Naiman, on the other hand had a different experience: “I work in-house […]. I usually work 9-to-5, no weekends. I do work the occasional weekend, I do work the occasional late night, but probably one or two weekends every three months.”
“The key thing is that […] there are very few experiences that are going to be the same,” Hogg explained. “The firm culture will dictate a lot of what the expectations are, and you have to seek that out for yourself when you get hired—what works for you.”
At Hogg’s mention of the plurality of experiences, Nayver asked the panel about how being a woman had affected their career.
“My class at law school was about a third female,” Wolfe said, “The next class was about a quarter female.”
“It’s difficult […] first of all, with your colleagues, it’s hard being the only female because you get a little bit of special attention,” Wolfe described, “The other side of it is that you’re not included in certain things and some people won’t take you to things back then because—believe it or not—you were a woman.
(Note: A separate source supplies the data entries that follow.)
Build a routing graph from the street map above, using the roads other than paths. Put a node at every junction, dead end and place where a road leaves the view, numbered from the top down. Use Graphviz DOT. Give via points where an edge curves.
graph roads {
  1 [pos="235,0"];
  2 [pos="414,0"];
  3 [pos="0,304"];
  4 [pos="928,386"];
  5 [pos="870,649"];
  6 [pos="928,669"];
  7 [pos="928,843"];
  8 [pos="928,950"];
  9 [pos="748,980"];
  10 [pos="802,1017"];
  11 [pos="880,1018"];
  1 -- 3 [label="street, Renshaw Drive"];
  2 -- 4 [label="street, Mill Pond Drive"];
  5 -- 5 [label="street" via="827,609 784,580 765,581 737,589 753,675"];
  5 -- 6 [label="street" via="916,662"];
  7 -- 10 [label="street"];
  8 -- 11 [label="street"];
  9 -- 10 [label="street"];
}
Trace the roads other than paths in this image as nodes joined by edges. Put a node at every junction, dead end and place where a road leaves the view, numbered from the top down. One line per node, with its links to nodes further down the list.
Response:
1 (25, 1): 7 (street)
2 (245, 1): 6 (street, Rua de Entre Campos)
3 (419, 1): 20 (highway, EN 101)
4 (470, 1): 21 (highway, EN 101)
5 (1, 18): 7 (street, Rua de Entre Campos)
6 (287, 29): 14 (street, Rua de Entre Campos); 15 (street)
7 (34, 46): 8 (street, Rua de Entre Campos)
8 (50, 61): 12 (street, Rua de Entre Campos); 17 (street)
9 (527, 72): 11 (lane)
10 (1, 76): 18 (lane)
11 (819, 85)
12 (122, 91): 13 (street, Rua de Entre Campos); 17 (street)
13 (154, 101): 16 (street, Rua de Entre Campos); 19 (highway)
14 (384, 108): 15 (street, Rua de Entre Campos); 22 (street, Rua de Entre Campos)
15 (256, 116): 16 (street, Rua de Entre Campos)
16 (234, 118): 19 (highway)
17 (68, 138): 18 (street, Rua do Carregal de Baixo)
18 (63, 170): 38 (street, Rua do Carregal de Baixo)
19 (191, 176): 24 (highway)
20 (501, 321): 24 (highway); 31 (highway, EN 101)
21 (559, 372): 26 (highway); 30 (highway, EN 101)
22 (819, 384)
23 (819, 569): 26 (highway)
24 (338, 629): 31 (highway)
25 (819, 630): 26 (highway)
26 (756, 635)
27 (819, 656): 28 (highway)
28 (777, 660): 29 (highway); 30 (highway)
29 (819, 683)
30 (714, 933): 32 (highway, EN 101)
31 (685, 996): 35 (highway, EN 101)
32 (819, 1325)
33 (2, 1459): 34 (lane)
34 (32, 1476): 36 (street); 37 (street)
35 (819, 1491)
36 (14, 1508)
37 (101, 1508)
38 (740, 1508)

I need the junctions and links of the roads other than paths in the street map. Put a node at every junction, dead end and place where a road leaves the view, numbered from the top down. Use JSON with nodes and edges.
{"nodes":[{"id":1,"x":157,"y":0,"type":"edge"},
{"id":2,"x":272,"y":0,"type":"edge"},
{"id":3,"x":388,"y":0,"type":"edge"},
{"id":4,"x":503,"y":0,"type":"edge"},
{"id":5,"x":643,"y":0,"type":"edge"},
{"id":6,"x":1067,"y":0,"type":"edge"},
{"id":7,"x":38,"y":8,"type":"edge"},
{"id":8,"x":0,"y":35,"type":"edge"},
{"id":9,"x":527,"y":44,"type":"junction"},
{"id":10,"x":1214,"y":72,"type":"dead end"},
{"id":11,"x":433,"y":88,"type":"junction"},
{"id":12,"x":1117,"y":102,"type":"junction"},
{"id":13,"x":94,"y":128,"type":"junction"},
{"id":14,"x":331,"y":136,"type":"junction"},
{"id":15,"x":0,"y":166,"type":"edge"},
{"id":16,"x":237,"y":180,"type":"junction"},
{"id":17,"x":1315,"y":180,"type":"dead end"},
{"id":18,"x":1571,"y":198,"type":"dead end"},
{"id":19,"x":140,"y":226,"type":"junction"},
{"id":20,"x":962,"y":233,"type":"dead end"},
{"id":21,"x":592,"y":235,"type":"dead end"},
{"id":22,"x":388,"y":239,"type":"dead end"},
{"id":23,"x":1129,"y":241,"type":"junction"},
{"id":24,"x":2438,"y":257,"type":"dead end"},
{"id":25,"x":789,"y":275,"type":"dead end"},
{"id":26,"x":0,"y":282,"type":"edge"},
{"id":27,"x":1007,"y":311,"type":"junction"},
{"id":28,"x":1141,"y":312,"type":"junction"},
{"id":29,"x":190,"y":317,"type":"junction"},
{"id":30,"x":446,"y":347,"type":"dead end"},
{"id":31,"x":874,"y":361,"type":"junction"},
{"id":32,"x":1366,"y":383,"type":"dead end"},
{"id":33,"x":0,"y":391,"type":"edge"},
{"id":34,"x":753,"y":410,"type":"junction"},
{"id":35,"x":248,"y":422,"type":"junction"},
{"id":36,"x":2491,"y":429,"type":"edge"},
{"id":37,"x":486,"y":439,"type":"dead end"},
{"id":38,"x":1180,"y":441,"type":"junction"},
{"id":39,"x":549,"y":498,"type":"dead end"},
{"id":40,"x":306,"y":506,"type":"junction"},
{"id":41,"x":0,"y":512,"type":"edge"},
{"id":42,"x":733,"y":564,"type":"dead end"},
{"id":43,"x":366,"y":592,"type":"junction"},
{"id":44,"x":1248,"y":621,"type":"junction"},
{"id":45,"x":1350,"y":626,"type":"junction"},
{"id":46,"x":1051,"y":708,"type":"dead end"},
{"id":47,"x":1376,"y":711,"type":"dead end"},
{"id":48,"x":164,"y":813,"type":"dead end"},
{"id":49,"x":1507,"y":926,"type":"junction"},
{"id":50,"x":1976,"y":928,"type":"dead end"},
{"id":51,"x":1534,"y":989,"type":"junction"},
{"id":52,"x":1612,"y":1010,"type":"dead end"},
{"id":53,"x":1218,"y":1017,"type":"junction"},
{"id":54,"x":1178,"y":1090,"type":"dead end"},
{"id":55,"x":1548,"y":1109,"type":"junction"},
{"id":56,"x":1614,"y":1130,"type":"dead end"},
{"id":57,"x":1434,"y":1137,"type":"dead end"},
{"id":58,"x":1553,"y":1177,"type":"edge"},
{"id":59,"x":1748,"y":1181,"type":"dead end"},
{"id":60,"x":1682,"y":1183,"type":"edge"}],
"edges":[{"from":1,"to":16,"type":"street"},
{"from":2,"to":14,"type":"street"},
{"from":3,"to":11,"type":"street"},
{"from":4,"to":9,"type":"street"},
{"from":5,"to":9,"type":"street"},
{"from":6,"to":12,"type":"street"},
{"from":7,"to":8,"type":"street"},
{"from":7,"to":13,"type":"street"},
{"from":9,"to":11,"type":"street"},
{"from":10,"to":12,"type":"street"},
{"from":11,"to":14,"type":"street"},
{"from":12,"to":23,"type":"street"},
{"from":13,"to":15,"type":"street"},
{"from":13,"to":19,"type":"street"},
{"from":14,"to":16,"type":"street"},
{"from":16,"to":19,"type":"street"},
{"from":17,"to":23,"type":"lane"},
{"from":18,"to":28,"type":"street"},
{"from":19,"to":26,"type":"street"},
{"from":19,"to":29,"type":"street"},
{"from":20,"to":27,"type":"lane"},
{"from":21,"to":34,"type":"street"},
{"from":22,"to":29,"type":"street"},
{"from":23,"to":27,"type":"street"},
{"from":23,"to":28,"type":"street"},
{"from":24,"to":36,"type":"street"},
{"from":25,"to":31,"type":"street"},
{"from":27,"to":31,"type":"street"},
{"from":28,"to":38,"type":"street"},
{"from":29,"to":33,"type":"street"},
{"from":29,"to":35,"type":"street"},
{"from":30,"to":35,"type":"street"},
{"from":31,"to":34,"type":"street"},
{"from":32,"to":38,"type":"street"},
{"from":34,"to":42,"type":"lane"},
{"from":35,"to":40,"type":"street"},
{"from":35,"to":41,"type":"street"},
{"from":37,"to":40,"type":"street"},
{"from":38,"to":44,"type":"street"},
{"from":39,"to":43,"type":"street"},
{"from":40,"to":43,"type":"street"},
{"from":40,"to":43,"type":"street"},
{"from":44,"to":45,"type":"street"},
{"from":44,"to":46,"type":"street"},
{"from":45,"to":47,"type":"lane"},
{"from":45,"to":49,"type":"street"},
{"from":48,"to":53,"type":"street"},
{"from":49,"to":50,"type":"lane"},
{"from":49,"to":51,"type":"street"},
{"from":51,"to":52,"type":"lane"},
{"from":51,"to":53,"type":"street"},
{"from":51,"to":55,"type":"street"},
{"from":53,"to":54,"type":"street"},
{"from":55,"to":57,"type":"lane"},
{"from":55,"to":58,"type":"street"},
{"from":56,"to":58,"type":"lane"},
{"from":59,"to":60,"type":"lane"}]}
And that would never happen in today’s world.”
“I would say, from my hiring experience, I was in an all-female hiring class, the one below me was an all-female hiring class,” said Hogg with a chuckle, “It just happens to be that there is a large percentage of women in law schools.”
“I think that there are still challenges that woman do have to take,” Naiman admitted, “Even if firms are supportive of maternity leave, they’re still taking a year off practice and many women feel that taking that year off does hold you back.”
“I had two kids,” Wolfe told the audience, “One just before I became a partner, and one after I became a partner. My first child, there was no maternity policy […]. I was planning to take off three months, and probably ended up working two of three months.”
“I think we’re not at equality yet. We don’t see as many women partners on Bay Street [as men]. Maybe [there is] more equality in the numbers at more junior levels,” Naiman informed, “There have been tons of studies [that found] that for whatever reason, women are not staying in law as long as men are. Even though more of them are entering the profession, they’re maybe not staying in the same way. I think we need to pay attention to these issues.”
“It definitely exists in law, sexual harassment definitely exists in law, the way it exists in many other fields,” said Naiman, in response to a question about sexual harassment, “What I can say is that there is so much awareness going on about it, people are really open to talking about it, and learning.”
“I think when push comes to shove,” Naiman continued, “If you’ve got bad apples, no amount of education is going to help—they’re going to be gross and inappropriate.” Even then, Naiman did continue to say, “I think so many men are now understanding that it is an issue and are trying to combat it, and make [law] into a safe space.”